CN110767959A

CN110767959A - Dynamic cooling system

Info

Publication number: CN110767959A
Application number: CN201910955323.9A
Authority: CN
Inventors: 张强; 克里斯托夫·海因里希·布鲁克; 苗昕
Original assignee: Individual
Current assignee: Individual
Priority date: 2019-10-09
Filing date: 2019-10-09
Publication date: 2020-02-07

Abstract

The dynamic cooling system of the present invention comprises: the device comprises a shell, a liquid inlet and a liquid outlet, wherein the two ends of the shell are respectively provided with a liquid supply port and a liquid outlet; the cooling island is arranged in the shell, and the inner cavity of the shell is divided into a plurality of cooling channels by the plurality of cooling islands; the control assembly is arranged in the cooling channel. Compared with the prior art, the invention has the following beneficial effects: (1) by adopting the online micro pump and the intelligent controller, the cooling fluid is controlled to directly flow to the part of the heat source which particularly needs to be subjected to temperature control, and the quick dynamic response to the sudden heat load (the common problem of CPU cooling) can be realized. (2) By providing flow pulsations (e.g., sudden accelerations and decelerations) using pumps or control valves, the pulsating cooling mode can be optimally controlled, periodically breaking the thermal boundary layer, and introducing additional turbulence generation and propagation to increase cooling efficiency. (3) Through a scanning type cooling mode, the refrigeration capacity of the cooling liquid is greatly enhanced by utilizing different time scales of fluid-solid coupling heat exchange.

Description

Dynamic cooling system

Technical Field

The invention belongs to the new energy automobile and power electronic industry, and particularly relates to a dynamic cooling system.

Background

In the computer and power electronics industries, the miniaturization of high power circuits and electronic packages of products inevitably leads to a large increase in heat flux. It is reported in the literature that a 10 ℃ increase in junction temperature typically results in a half-life reduction in semiconductor devices. In practice, electronic cooling techniques need to address not only design space challenges, but also transient sudden thermal spikes. In the rapidly developing new energy electric vehicle industry, power improvements for electric vehicles require large-scale batteries and high-current discharge. These batteries generate a large amount of heat during rapid charge and discharge cycles at high current levels. Thermal management of batteries has become a key technology to improve the performance, safety, and reliability of electrochemical energy conversion and storage systems. The urgent need of users for fast charging of electric vehicles also means that the development of efficient cooling technologies is not slow. In the aspect of green energy and waste heat recovery, the efficient heat exchange mechanism can greatly improve the efficiency of the whole system and prolong the duration of heat storage and release.

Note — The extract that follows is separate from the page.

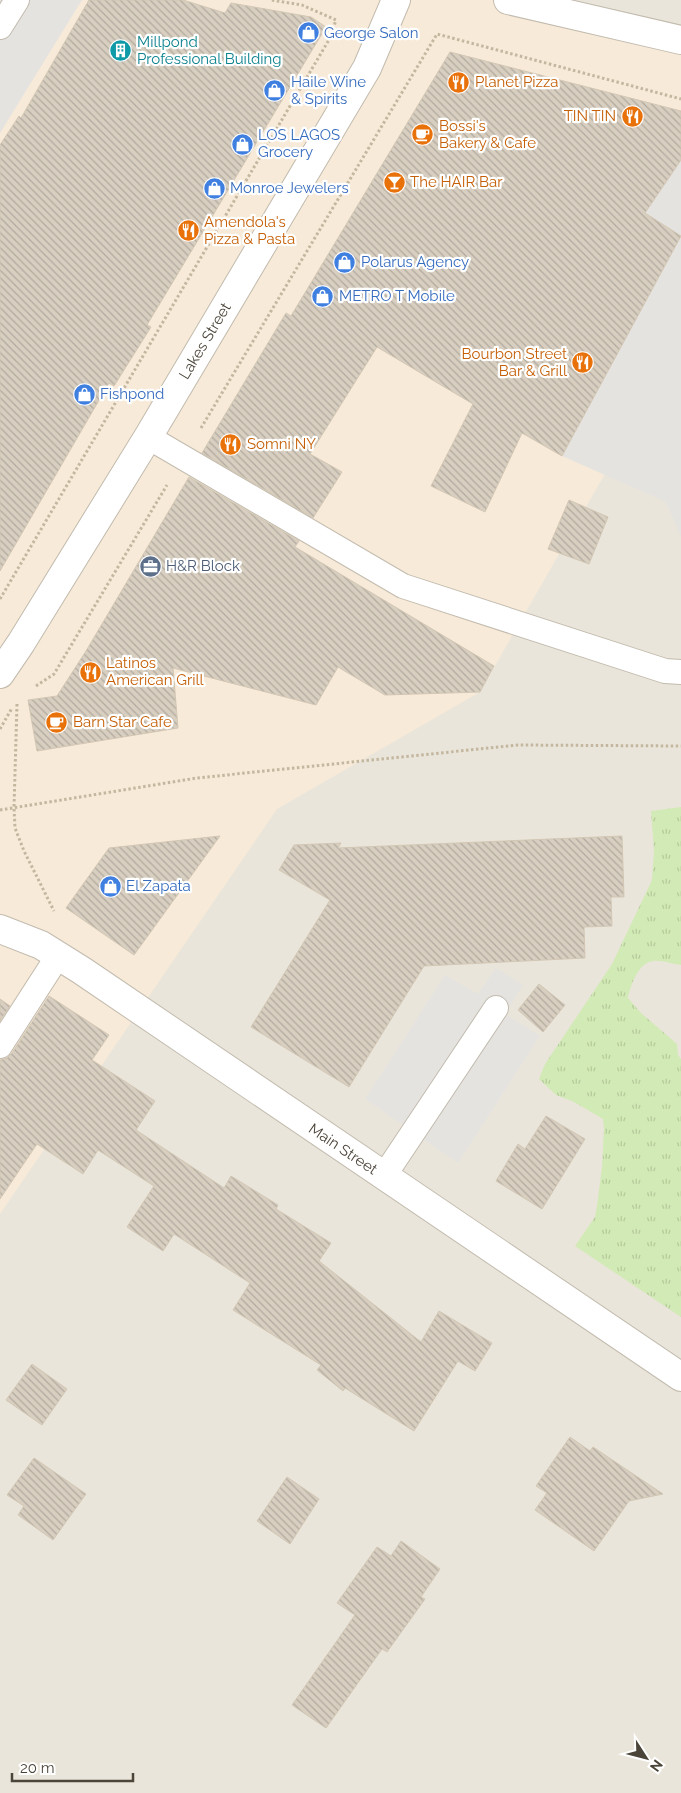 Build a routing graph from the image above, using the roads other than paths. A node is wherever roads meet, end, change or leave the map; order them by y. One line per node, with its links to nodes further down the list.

The prior art, Chinese invention patent thermal management System for controlling dynamic and steady state thermal loads (publication No. 105836138A), comprises a closed dynamic cooling loop and a closed first steady state cooling loop. Each circuit has its own compressor, heat rejection exchanger and expansion device. A Thermal Energy Storage (TES) system is configured to receive a dynamic load and thermally couple a dynamic cooling loop and a first steady state cooling loop. The dynamic cooling loop is configured to cool the TES to fully absorb thermal energy received through the TES when the dynamic thermal load is on, and the steady state cooling loop is configured to cool the TES when the dynamic thermal load is off.

In the face of these important technical demands, the conventional steady-state thermal management technology has faced development bottlenecks.

Disclosure of Invention

In view of the drawbacks of the prior art steady state cooling techniques, it is an object of the present invention to provide a dynamic cooling system that solves the above mentioned technical problems.

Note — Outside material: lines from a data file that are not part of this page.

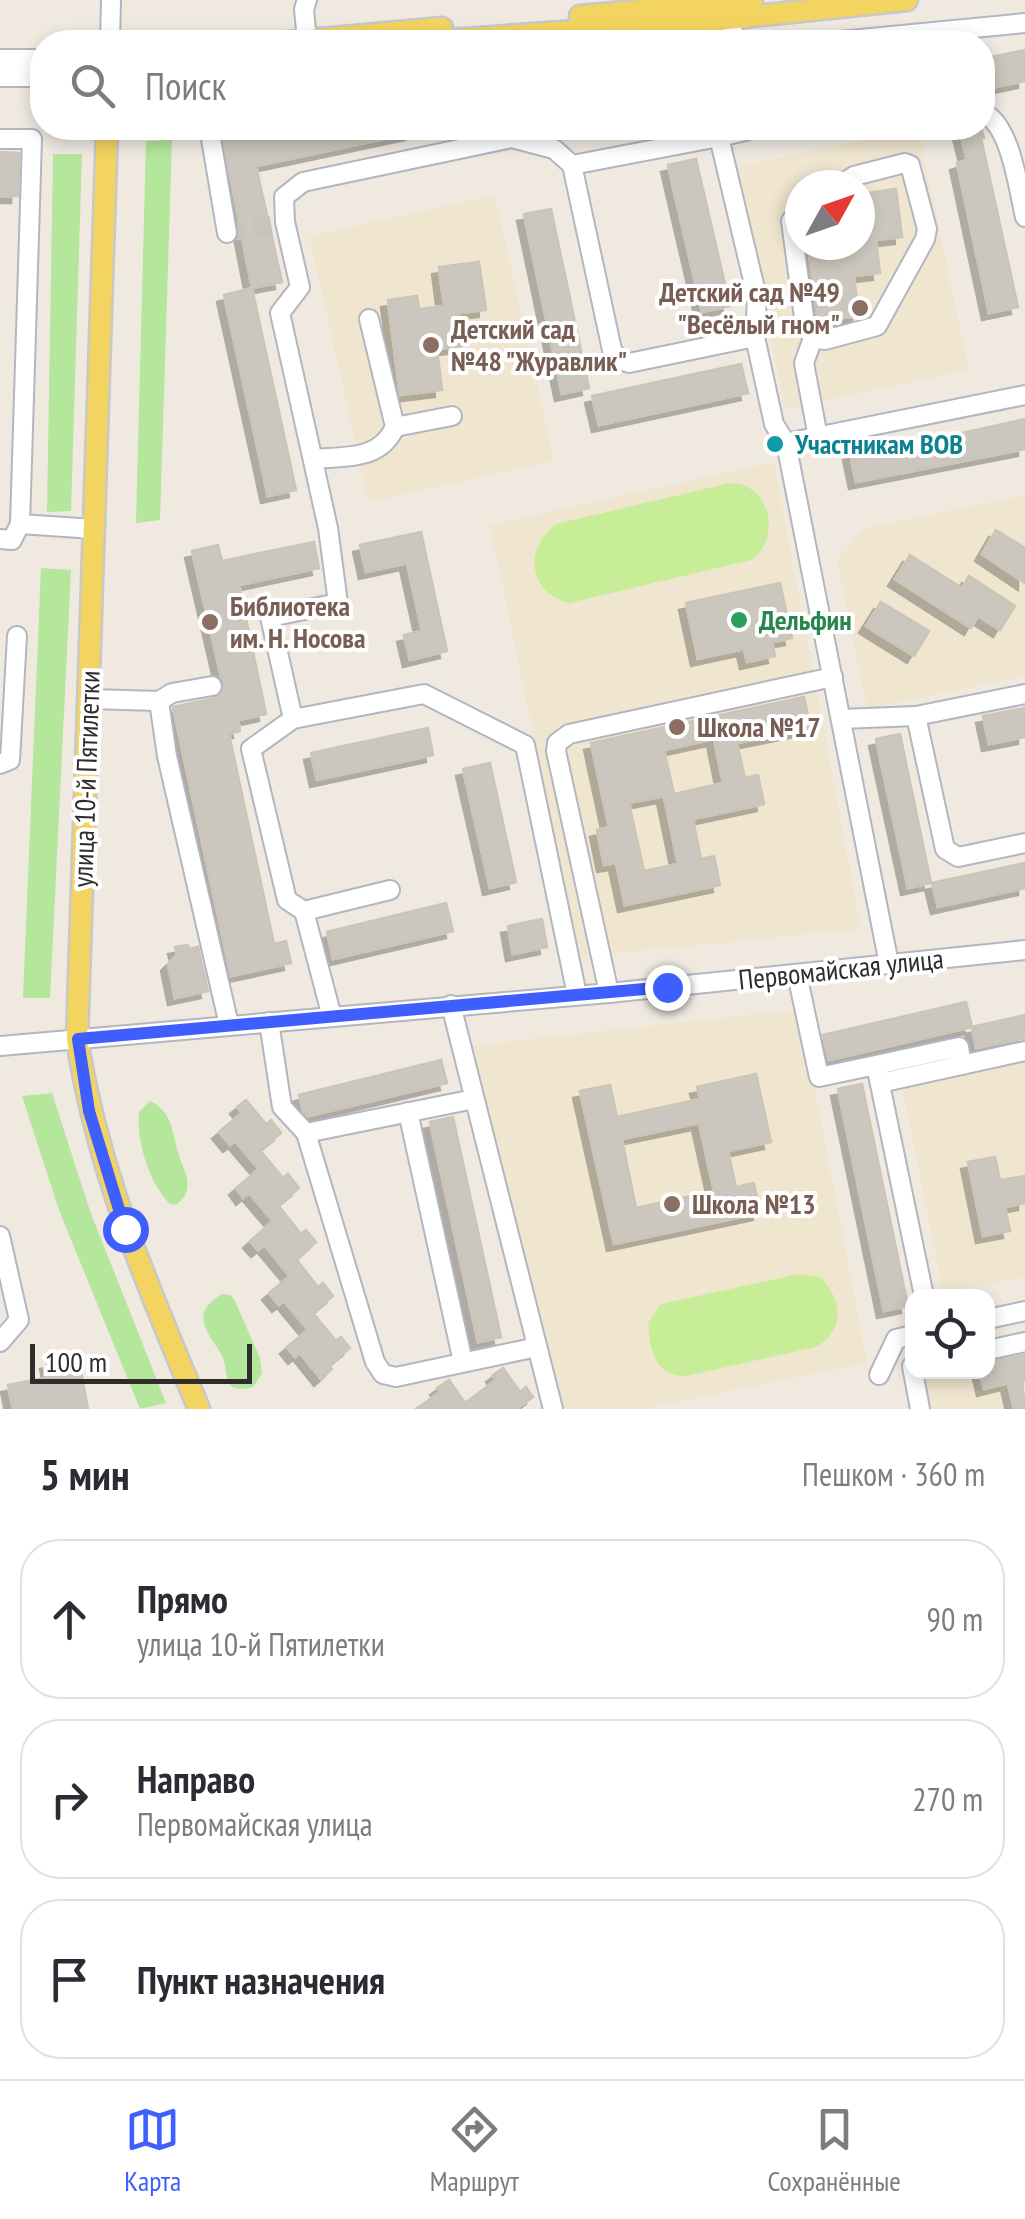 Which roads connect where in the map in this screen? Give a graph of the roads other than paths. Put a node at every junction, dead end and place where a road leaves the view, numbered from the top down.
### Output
1 (111, 0) edge
2 (307, 0) edge
3 (908, 0) edge
4 (761, 5) edge
5 (730, 10) edge
6 (1025, 22) edge
7 (110, 30) edge
8 (300, 30) edge
9 (460, 30) edge
10 (541, 30) edge
11 (947, 30) edge
12 (0, 59) edge
13 (30, 59) edge
14 (0, 77) edge
15 (30, 77) edge
16 (995, 120) edge
17 (0, 139) edge
18 (30, 139) edge
19 (32, 140) edge
20 (108, 140) edge
21 (211, 140) edge
22 (502, 140) edge
23 (520, 140) edge
24 (703, 140) edge
25 (720, 140) edge
26 (572, 165) junction
27 (875, 170) edge
28 (1025, 217) edge
29 (227, 233) dead end
30 (796, 260) edge
31 (369, 319) dead end
32 (755, 338) junction
33 (813, 338) junction
34 (1025, 396) edge
35 (452, 416) dead end
36 (394, 428) junction
37 (818, 437) junction
38 (786, 443) junction
39 (313, 460) junction
40 (20, 524) junction
41 (94, 529) junction
42 (0, 540) edge
43 (17, 636) dead end
44 (832, 677) junction
45 (212, 686) dead end
46 (1025, 694) edge
47 (89, 699) junction
48 (159, 702) junction
49 (916, 716) junction
50 (293, 718) junction
51 (841, 720) junction
52 (0, 764) edge
53 (1025, 843) edge
54 (390, 890) dead end
55 (304, 912) junction
56 (1025, 950) edge
57 (889, 964) junction
58 (797, 974) junction
59 (609, 993) junction
60 (578, 995) junction
61 (451, 1005) junction
62 (332, 1017) junction
63 (269, 1022) junction
64 (229, 1025) junction
65 (78, 1039) junction
66 (0, 1046) edge
67 (1025, 1051) edge
68 (878, 1074) junction
69 (474, 1099) junction
70 (408, 1112) junction
71 (306, 1134) junction
72 (0, 1236) edge
73 (923, 1289) edge
74 (1025, 1311) edge
75 (995, 1317) edge
76 (905, 1337) edge
77 (0, 1342) edge
78 (1025, 1342) edge
79 (537, 1347) junction
80 (995, 1348) edge
81 (463, 1362) junction
82 (879, 1375) dead end
83 (914, 1379) edge
84 (198, 1409) edge
85 (552, 1409) edge
86 (920, 1409) edge

1 - 7 street
2 - 8 street
3 - 4 main road
4 - 5 main road
5 - 9 main road
5 - 10 main road
6 - 11 street
12 - 13 street
14 - 15 street
16 - 28 street
17 - 18 street
19 - 40 street
20 - 41 main road, улица 10-й Пятилетки
21 - 29 street
22 - 39 street
23 - 26 street
24 - 26 street
25 - 32 street
26 - 32 street
27 - 33 street
30 - 33 street
31 - 36 street
32 - 38 street
33 - 37 street
34 - 37 street
35 - 36 street
36 - 39 street
37 - 38 street
38 - 44 street
39 - 50 street
40 - 41 street
40 - 42 street
41 - 47 main road, улица 10-й Пятилетки
43 - 52 street
44 - 51 street
44 - 59 street
45 - 48 street
46 - 49 street
47 - 48 street
47 - 65 main road, улица 10-й Пятилетки
48 - 64 street
49 - 51 street
49 - 53 street
50 - 55 street
50 - 60 street
51 - 57 street
54 - 55 street
55 - 62 street
56 - 57 street, Первомайская улица
57 - 58 street, Первомайская улица
58 - 59 street, Первомайская улица
58 - 68 street
59 - 60 street, Первомайская улица
60 - 61 street, Первомайская улица
61 - 62 street, Первомайская улица
61 - 69 street
62 - 63 street, Первомайская улица
63 - 64 street, Первомайская улица
63 - 71 street
64 - 65 street, Первомайская улица
65 - 66 street, Первомайская улица
65 - 84 main road, улица 10-й Пятилетки
67 - 68 street
68 - 73 street
69 - 70 street
69 - 79 street
70 - 71 street
70 - 81 street
71 - 81 street
72 - 77 street
74 - 75 street
76 - 82 street
78 - 80 street
79 - 81 street
79 - 85 street
83 - 86 street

In order to solve the above technical problem, the dynamic cooling system of the present invention includes: the liquid-supply device comprises a shell, a liquid-supply pipe and a liquid-discharge pipe, wherein a liquid supply port and a liquid discharge port are respectively arranged at two ends of the shell;

a cooling island disposed within the housing, the plurality of cooling islands dividing the interior cavity of the housing into a plurality of cooling channels;

a control assembly disposed within the cooling passage.

Preferably, the control assembly comprises a temperature sensor, an online control pump and an intelligent controller; wherein

The intelligent controller is respectively communicated with the temperature sensor and the online control pump.

Preferably, the in-line control pump is a micro-pump.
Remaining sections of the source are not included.